Gorontalo.kuytanda.com |Limboto Diskominfo–,Pemerintah Kabupaten Gorontalo di bawah kepemimpinan Bupati Sofyan Puhi dan Wakil Bupati Tonny S. Junus terus menunjukkan komitmen kuat dalam mewujudkan reformasi birokrasi yang nyata. Salah satu langkah terobosan yang kini dilakukan adalah pelaksanaan assessment terbuka untuk jabatan Camat, sebuah metode seleksi yang diklaim sebagai yang pertama di Indonesia.
Selama ini, pengisian posisi Camat umumnya dilakukan melalui penunjukan langsung tanpa proses seleksi terbuka. Namun, Pemkab Gorontalo memilih pendekatan berbeda.
“Kami ingin mengubah pola lama. Assessment ini bertujuan untuk mendapatkan Camat yang benar-benar kompeten dan memahami dengan baik tugas serta tanggung jawabnya sebagai kepala wilayah,” tegas Bupati Sofyan Puhi, Jumat (10/10).
Assessment ini akan diberlakukan bagi seluruh calon Camat di 19 kecamatan yang ada di Kabupaten Gorontalo. Menariknya, proses ini tidak hanya menilai kemampuan administratif dan manajerial, tetapi juga memperhatikan aspek sosial budaya lokal sebagai bagian penting dari kepemimpinan wilayah.
Dalam proses seleksi ini, lembaga adat dilibatkan secara resmi. Menurut Bupati Sofyan, lembaga adat memiliki pandangan penting terkait kepemimpinan sosial, pemahaman terhadap kearifan lokal, serta kedekatan calon Camat dengan masyarakat.
“Kami ingin memastikan bahwa Camat yang terpilih tidak hanya kompeten secara teknis, tetapi juga memiliki pemahaman mendalam terhadap nilai-nilai budaya dan adat istiadat di wilayahnya. Ini penting agar kepemimpinan mereka selaras dengan norma adat dan aspirasi masyarakat,” ujarnya.
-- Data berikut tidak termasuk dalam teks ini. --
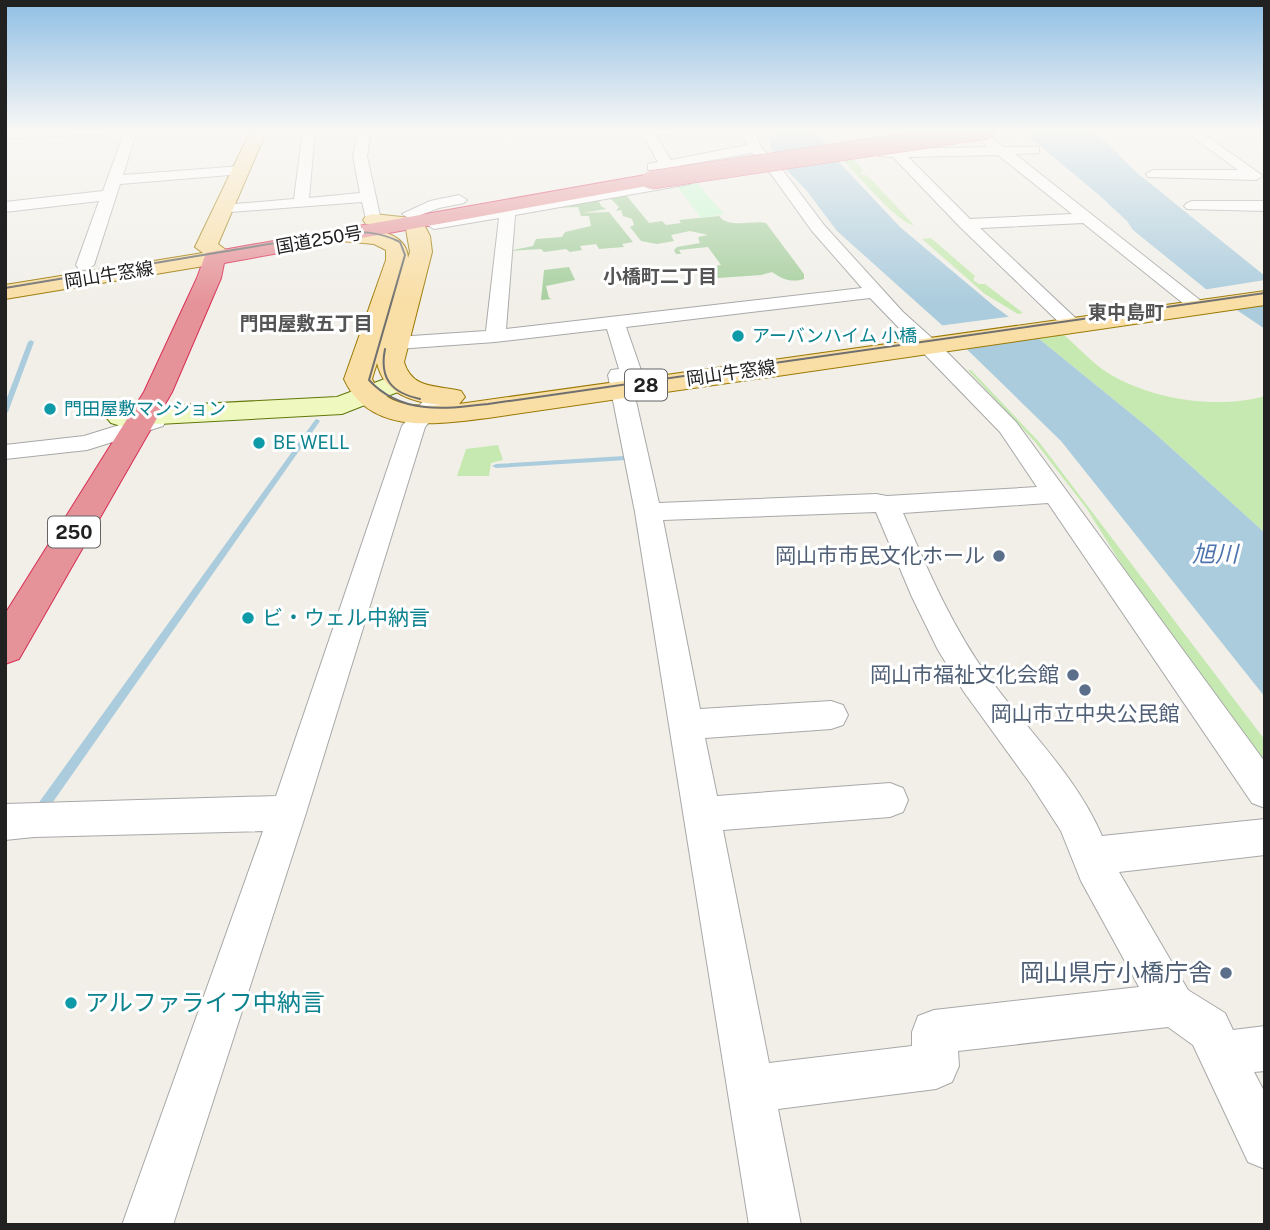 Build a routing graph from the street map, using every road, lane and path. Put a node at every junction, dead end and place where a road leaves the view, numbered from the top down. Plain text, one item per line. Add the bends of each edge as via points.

Lebih jauh, Bupati Sofyan menegaskan bahwa ke depan, para Camat akan menerima pelimpahan sebagian kewenangan Bupati. Dengan begitu, mereka diharapkan mampu menyelesaikan berbagai persoalan di tingkat kecamatan tanpa harus menunggu intervensi langsung dari pemerintah kabupaten.
“Camat sebagai kepala wilayah ke depan harus mampu menjadi problem solver di wilayahnya masing-masing. Tidak semua hal harus sampai ke Bupati,” pungkas Sofyan.
Langkah inovatif ini menjadi bukti keseriusan Pemerintah Kabupaten Gorontalo dalam menciptakan birokrasi yang profesional, akuntabel, dan responsif terhadap kebutuhan masyarakat.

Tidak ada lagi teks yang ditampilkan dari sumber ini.